Aujourd’hui poème, novembre 2006, par Jean-Luc Despax
Hofmannsthal : la poésie par tous les moyens
Un écrivain prometteur, Lord Chandos, jeune aristocrate anglais de la société élisabéthaine, renonce à la poésie ! Il s’en ouvre dans une lettre à Francis Bacon de Verulam. Il renie ses livres passés, parce qu’il ne comprend plus la langue qu’il y avait empruntée. Ses projets lui tombent des mains, notamment un, philosophique, qui visait à mieux se connaître soi-même. La tradition lui semble une farce. Les maximes et la rhétorique de jolis tours qui ne sauraient concerner sa vie personnelle. Tout l’intéressait, il n’y avait pas de sujet mineur en un monde où tout est lié, et sans doute tout l’intéresse encore, mais il s’avère que le langage est incapable de traduire quoi que ce soit.

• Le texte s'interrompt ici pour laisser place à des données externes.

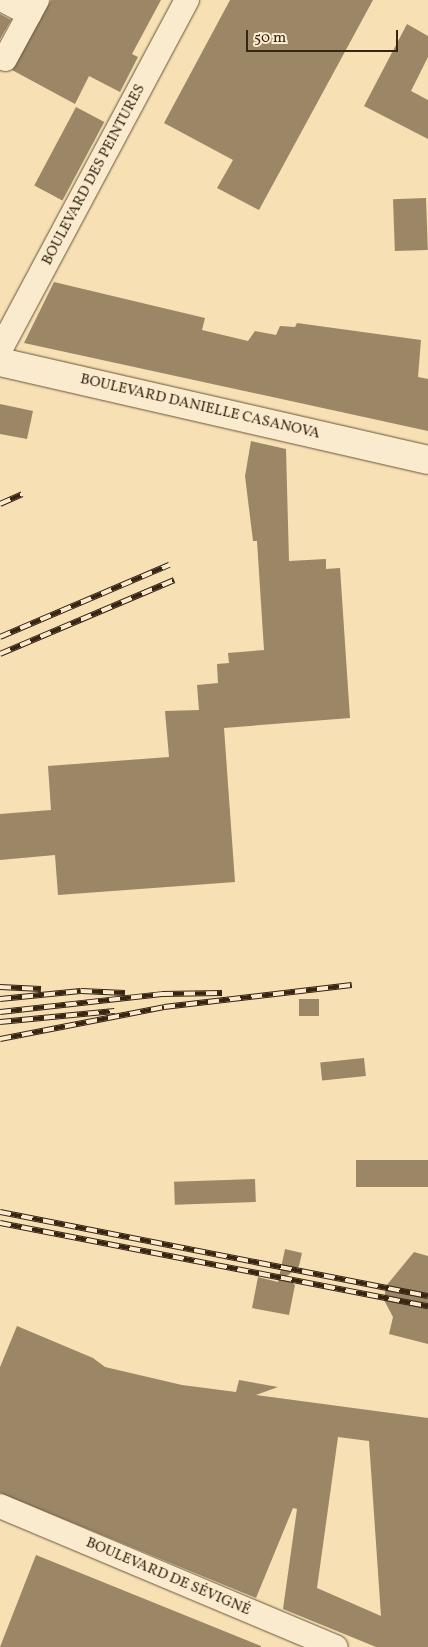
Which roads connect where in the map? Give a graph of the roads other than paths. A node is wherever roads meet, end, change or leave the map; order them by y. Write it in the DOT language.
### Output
graph roads {
  1 [pos="2,0"];
  2 [pos="187,0"];
  3 [pos="33,7"];
  4 [pos="4,59"];
  5 [pos="0,350"];
  6 [pos="0,362"];
  7 [pos="428,460"];
  8 [pos="0,1506"];
  9 [pos="336,1647"];
  1 -- 3 [label="street"];
  2 -- 5 [label="street, BOULEVARD DES PEINTURES"];
  3 -- 4 [label="street"];
  6 -- 7 [label="street, BOULEVARD DANIELLE CASANOVA"];
  8 -- 9 [label="street, BOULEVARD DE SÉVIGNÉ"];
}
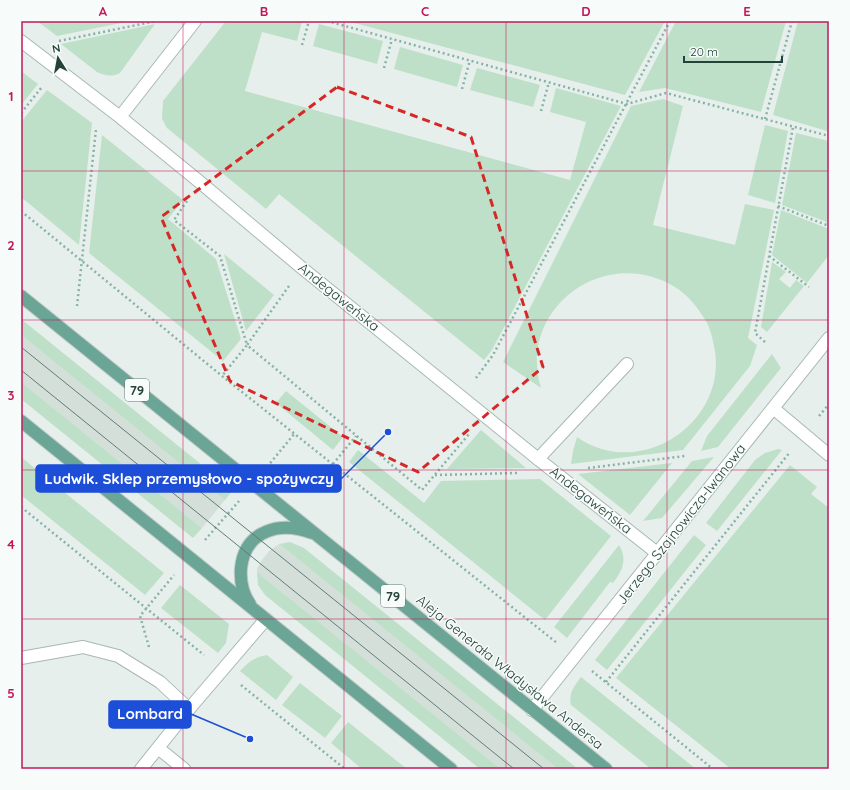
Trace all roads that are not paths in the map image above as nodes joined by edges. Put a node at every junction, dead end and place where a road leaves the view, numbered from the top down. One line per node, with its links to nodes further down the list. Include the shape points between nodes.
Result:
1 (195, 21): 3 (street)
2 (21, 41): 3 (street, Andegaweńska)
3 (120, 117): 10 (street, Andegaweńska)
4 (21, 296): 11 (main road, Aleja Generała Władysława Andersa / 79)
5 (829, 338): 7 (street, Jerzego Szajnowicza-Iwanowa)
6 (627, 364): 10 (street)
7 (772, 408): 9 (street); 12 (street, Jerzego Szajnowicza-Iwanowa)
8 (21, 421): 13 (main road)
9 (829, 455)
10 (538, 459): 12 (street, Andegaweńska)
11 (317, 535): 13 (main road, via 283,528 263,533 252,541 245,551 240,574 244,594); 17 (main road, Aleja Generała Władysława Andersa / 79)
12 (657, 553): 17 (street, Jerzego Szajnowicza-Iwanowa)
13 (254, 610): 14 (main road)
14 (266, 619): 16 (street); 21 (main road)
15 (21, 658): 16 (street, via 83,647 118,656 160,682)
16 (189, 709): 18 (street)
17 (532, 710): 22 (main road, Aleja Generała Władysława Andersa / 79)
18 (158, 748): 19 (street); 20 (street)
19 (141, 769)
20 (184, 769)
21 (451, 769)
22 (606, 769)

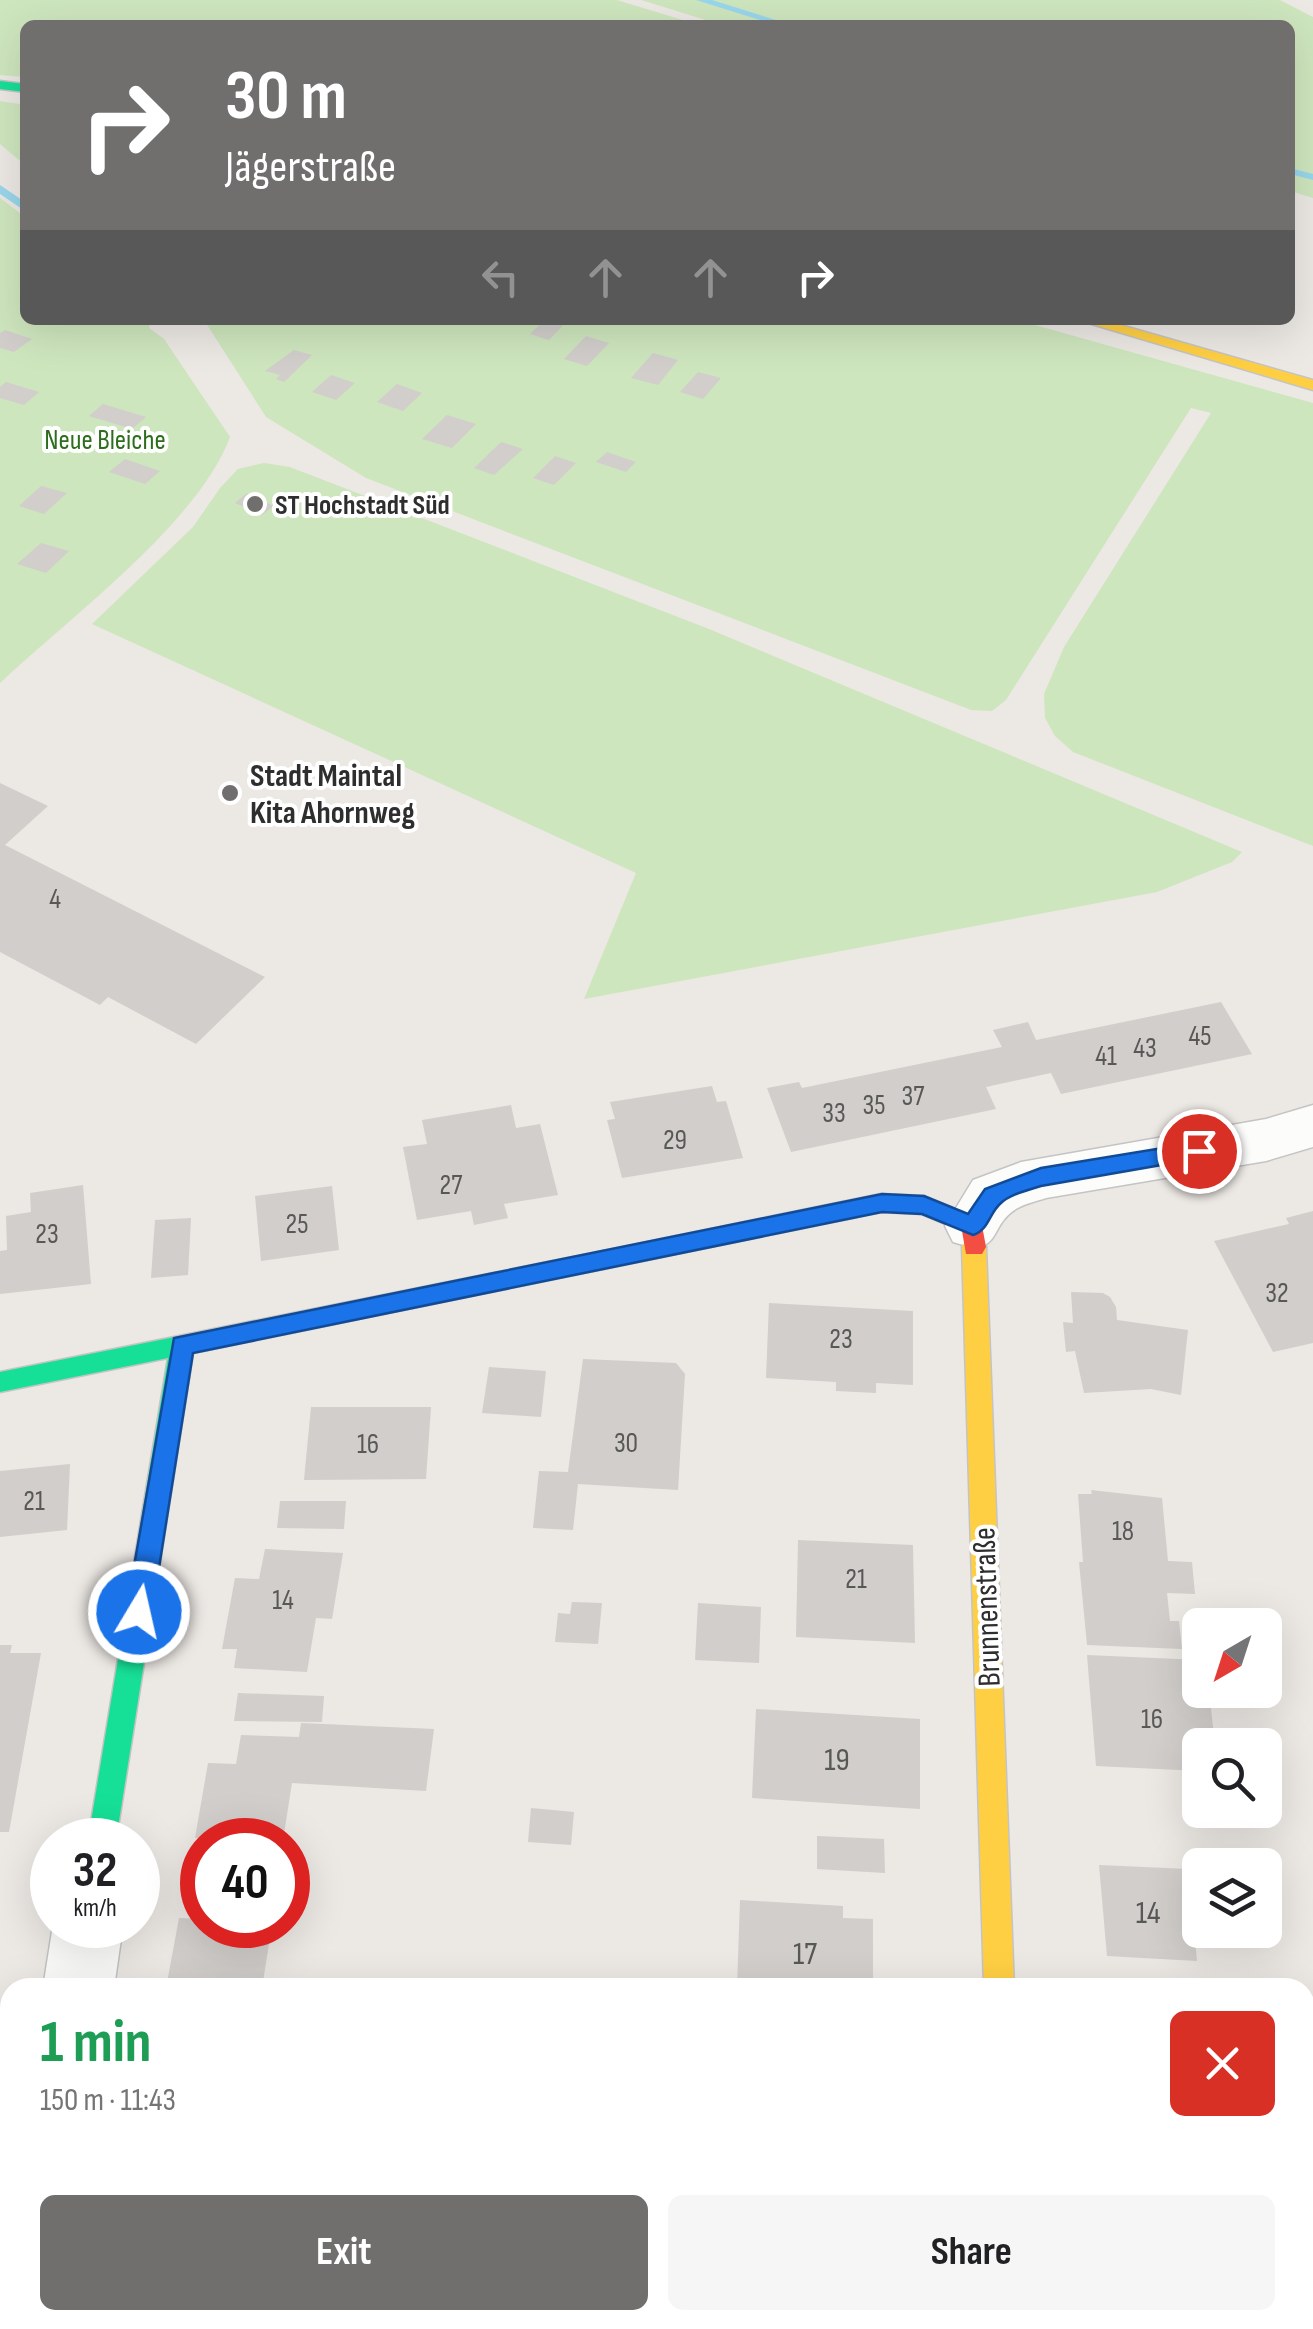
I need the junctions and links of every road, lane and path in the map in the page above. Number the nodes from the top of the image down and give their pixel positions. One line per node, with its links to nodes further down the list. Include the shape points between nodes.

Les mots lui font défaut, notamment abstraits, ils lui laissent un goût de champignons pourris dans la bouche. Il ne peut plus punir sa fille, puisqu’il faudrait user d’un vocabulaire moral. Les choses et les situations sont prégnantes, mais ne sauraient être rendues par des concepts. Ni par le bavardage. Elles restent muettes. Délivrant l’extase dans la force de leur évidence, elles condamnent le futur ex-écrivain à l’ineffable. Il se sent ridicule d’avoir à envisager de l’expliquer. Dans l’acuité de sa perception du monde, il est capable de vivre simultanément une promenade à cheval et l’atroce agonie de rats empoisonnés qu’il a laissés expirant dans une cave. Capable de communier avec la souffrance d’autrui, il ne veut plus se souvenir comment l’on communique.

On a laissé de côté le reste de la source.